For her portrayal of aspiring chanteuse Jean Ross, actress Imogen Poots claimed that she attempted to show Ross' personality as "convincingly fragile beneath layers of attitude." However, Poots did not wish to depict Ross as a talented singer. Poots explained that—in her estimation—if "Jean had been that good, she wouldn't have been wasting her time hanging around with Isherwood in the cabarets of the Weimar Republic, she would have been on her way, perhaps, to the life she dreamed of in Hollywood."
Filming began on 16 May 2010 and ended on 8 June 2010.

==Critical reception==
Sam Wollaston of The Guardian strongly praised Christopher and His Kind, citing an excellent performance from Smith, whom he calls "appealingly rakish, thoroughly disreputable, charming, posh, clever and funny" and compares favorably to John Hurt's performances as Quentin Crisp. He similarly praised several of the other performers and applauded the film for its masterful evocation of its time period, concluding, "Brilliant, top drama, well done."

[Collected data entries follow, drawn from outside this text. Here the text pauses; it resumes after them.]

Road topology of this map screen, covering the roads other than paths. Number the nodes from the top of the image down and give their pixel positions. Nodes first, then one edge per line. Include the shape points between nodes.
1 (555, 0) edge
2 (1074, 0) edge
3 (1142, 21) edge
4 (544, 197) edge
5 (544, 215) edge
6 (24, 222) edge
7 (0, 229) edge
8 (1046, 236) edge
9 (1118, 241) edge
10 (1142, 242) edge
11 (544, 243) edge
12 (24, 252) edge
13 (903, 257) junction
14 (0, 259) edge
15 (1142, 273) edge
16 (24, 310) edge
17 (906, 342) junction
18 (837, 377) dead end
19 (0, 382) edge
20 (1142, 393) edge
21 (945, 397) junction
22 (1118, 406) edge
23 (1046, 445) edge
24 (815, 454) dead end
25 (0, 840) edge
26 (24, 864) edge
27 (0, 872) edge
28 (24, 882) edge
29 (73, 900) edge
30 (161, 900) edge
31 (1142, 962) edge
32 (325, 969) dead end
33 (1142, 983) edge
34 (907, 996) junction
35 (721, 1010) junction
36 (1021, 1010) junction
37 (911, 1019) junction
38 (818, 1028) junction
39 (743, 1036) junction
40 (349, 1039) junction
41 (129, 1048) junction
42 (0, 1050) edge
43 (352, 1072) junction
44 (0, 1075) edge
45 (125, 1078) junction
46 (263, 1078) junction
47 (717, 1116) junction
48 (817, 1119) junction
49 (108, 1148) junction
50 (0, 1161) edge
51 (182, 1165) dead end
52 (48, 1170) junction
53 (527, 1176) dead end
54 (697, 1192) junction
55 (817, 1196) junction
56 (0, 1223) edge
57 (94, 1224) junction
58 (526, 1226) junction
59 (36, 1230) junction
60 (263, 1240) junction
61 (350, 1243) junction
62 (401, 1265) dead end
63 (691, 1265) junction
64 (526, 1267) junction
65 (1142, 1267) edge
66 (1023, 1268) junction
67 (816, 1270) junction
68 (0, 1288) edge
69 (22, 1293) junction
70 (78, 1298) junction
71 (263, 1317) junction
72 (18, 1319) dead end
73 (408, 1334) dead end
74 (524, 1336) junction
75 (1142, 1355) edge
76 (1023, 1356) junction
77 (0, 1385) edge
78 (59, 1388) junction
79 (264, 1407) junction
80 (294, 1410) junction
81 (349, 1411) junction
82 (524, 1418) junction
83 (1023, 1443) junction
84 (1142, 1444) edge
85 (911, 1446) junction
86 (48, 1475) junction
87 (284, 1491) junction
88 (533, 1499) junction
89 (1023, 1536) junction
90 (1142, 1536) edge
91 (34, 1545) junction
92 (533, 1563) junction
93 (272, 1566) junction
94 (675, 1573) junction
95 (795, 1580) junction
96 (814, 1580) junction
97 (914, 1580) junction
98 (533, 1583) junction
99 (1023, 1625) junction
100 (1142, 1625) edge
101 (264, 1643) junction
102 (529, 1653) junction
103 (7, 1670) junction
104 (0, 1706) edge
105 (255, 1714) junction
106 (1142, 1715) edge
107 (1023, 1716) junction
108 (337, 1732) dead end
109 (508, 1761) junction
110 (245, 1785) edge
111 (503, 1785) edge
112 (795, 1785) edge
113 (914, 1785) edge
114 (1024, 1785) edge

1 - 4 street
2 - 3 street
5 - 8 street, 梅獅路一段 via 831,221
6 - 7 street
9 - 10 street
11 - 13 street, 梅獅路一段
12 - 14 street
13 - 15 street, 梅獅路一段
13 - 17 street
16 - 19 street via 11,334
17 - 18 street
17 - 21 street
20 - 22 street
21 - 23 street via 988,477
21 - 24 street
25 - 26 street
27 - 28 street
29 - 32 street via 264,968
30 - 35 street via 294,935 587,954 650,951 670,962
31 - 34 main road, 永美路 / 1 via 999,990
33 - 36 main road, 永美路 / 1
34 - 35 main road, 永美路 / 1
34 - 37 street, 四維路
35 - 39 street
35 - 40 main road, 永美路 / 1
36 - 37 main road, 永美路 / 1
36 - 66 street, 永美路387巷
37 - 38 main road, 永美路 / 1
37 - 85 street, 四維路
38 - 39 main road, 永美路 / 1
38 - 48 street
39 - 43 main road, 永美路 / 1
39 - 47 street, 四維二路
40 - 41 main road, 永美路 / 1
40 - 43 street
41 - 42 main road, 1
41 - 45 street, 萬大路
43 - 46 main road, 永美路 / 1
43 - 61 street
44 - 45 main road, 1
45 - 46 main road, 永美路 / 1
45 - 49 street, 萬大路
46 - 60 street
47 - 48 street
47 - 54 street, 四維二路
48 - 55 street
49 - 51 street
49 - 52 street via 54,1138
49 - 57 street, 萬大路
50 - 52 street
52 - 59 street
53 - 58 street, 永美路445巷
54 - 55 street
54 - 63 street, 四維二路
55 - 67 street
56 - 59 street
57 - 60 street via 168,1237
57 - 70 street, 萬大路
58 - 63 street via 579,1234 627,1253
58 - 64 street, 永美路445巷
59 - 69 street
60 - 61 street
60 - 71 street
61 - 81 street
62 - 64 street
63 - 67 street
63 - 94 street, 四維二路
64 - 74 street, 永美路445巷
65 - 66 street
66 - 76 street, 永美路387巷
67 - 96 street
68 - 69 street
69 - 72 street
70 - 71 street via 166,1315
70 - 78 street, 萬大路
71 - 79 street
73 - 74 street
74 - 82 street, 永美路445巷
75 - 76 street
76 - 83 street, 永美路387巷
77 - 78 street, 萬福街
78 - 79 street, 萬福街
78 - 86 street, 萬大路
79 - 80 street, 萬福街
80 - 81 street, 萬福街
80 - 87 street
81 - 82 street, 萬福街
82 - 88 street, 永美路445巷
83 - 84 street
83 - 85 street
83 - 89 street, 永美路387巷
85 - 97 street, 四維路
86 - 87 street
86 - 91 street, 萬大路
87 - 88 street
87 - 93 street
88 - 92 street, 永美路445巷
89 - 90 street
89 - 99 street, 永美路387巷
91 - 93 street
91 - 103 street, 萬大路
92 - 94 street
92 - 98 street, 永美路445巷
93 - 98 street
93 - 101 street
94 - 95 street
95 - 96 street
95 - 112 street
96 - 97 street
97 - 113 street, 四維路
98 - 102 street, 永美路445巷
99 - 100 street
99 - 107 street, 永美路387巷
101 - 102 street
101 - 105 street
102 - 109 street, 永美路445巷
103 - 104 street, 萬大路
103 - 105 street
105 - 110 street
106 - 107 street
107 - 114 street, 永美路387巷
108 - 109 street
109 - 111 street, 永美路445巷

Michael Hogan for The Sunday Telegraph concurred in this assessment, calling the film "handsomely shot, lovingly recreating the period, but with a twinkling, tongue-in-cheek feel – not to mention some lusty sex scenes – that stops it becoming too misty-eyed". He echoed the kudos for the performances from Smith and the supporting cast.

Less impressed was John Lloyd for the Financial Times who found the gay sex scenes discomfiting. Additionally, he thought that the acting was not intense enough, finding the scenes between Christopher and his mother to be the most effective. The film, he concluded, "wasn't great but it was bravely done, all the same".